«Surprise ce matin: un dividende de Google! nous écrit un lecteur. Je ne savais pas qu'il avait commencé à donner des dividendes.»

Des détenteurs d'actions étiquetées «C» du géant californien ont de fait reçu ces derniers jours un étonnant paiement de la part d'une entreprise plutôt avare de son capital. Malheureusement pour notre ami, une fois n'est pas coutume. Bien que les choses pourraient changer...

Il s'agit en fait d'une part de la pénalité de 522 millions US payée par Google, en raison du déséquilibre constaté sur le marché boursier entre ses actions avec droit de vote de catégorie A et les nouvelles, les «C», dénuées de droit de vote, distribuées à l'occasion d'un fractionnement original il y a un an.

L'arrangement financier, qui devait permettre aux cofondateurs Larry Page et Sergey Brin de conserver leur mainmise sur l'entreprise tout en créant une monnaie d'échange pour financer les acquisitions du groupe, présumait en effet qu'il ne saurait y avoir de différence significative entre les deux catégories, puisqu'ils avaient déjà la majorité avec leurs actions exclusives «B» comportant 10 droits de vote chacune.
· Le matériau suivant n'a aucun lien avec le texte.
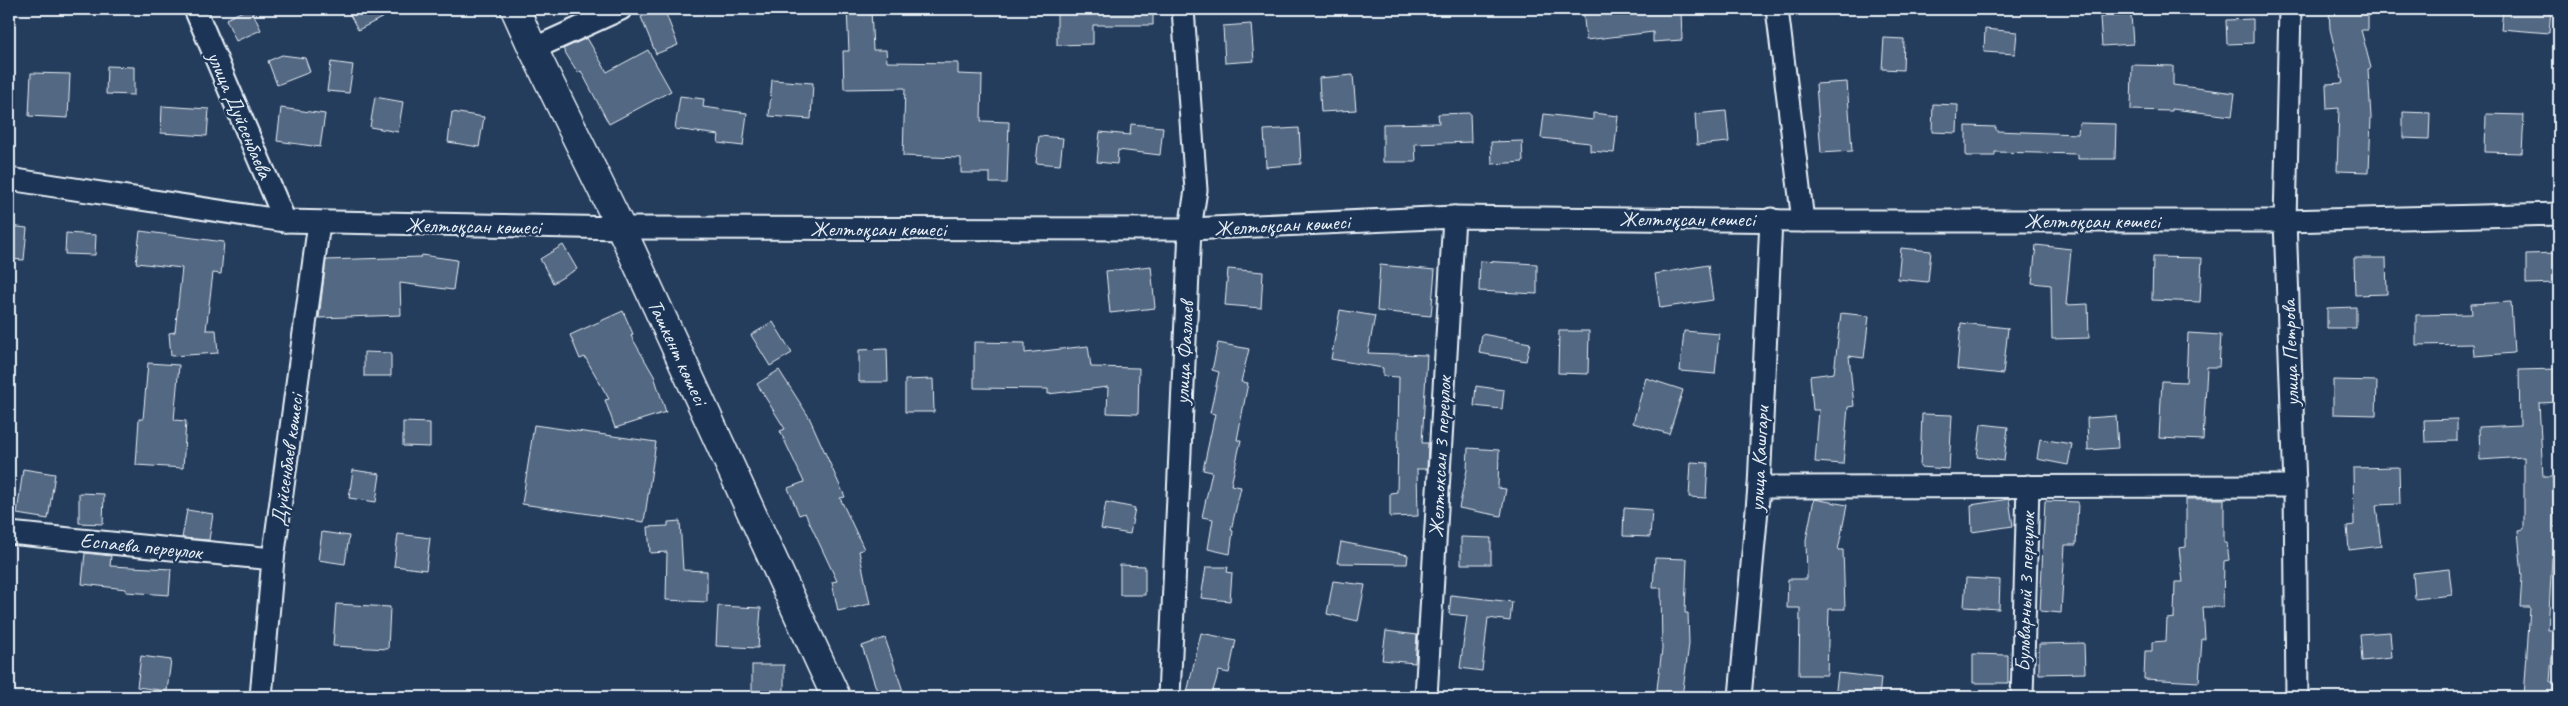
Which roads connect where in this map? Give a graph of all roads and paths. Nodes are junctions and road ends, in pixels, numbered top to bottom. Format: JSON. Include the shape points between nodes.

Des actionnaires outrés ont néanmoins condamné la manoeuvre, qualifiée de «mauvaise gouvernance». Mis au défi, les administrateurs établirent que les détenteurs des nouvelles actions seraient indemnisés si un écart de plus de 1% survenait la première année de leur émission d'actions.

Page et Brin, qui ont démarré leur entreprise dans un garage loué en 1998, sont peut-être des génies de l'informatique, mais leur connaissance en finance laisse à désirer. Les actions à droit de vote multiple reçoivent généralement une prime de 2 à 3 points de pourcentage. Au Canada en tout cas, où c'est plus coutumier. Les actions A (10 droits de vote) et B (un seul droit) de Bombardier, par exemple, ont un écart de 3%, alors que personne ne voudrait être à la place de la famille fondatrice ces temps-ci.

Google s'est trompée, ce qui lui vaut la pénalité convenue de 0,275%, soit environ 1,50$US par action, sous forme de dividende extraordinaire aux porteurs inscrits aux livres le 2 avril 2015. L'écart entre les deux catégories d'actions a varié entre un et deux points de pourcentage tout au long de l'année. La moyenne est de 1,6% depuis le 1er avril 2014, suivant nos calculs, ce qui prouve bien que le marché accorde une valeur au droit de vote.

Ce n'est pas vraiment un problème pour la deuxième capitalisation boursière du monde. La ponction aurait été nettement plus substantielle si un écart de plus de 5% était apparu. En ce cas improbable, Google aurait dû payer 22$US par action, soit 7,5 milliards US.

L'espoir est permis

Google a pour politique de ne pas distribuer de dividende et de conserver son trésor de guerre. Elle se considère comme une entreprise en croissance qui a besoin de tout son capital pour financer son développement interne et ses acquisitions.

Des observateurs avisés n'excluent cependant pas que le géant du web, dont le titre stagne en Bourse depuis le début de l'année, puisse ouvrir ses goussets et choyer ses actionnaires. Le chef des finances Patrick Pichette s'est notamment engagé en janvier à valoriser les actions de l'entreprise, ce qui est interprété comme un appui au versement d'un dividende.

D'autres entreprises technologiques n'hésitent plus. Apple - non sans s'être fait tirer l'oreille - retourne maintenant 11 milliards US par trimestre à ses actionnaires, Microsoft, 9,5 milliards et IBM, 4,3 milliards. Selon Eric Ervin, de Reality Shares, Google - avec 64 milliards US en poche - a plus d'argent que nécessaire et il ne lui coûterait que 5,5 milliards par an pour égaler le rendement de 1,5% offert par l'entreprise à la pomme.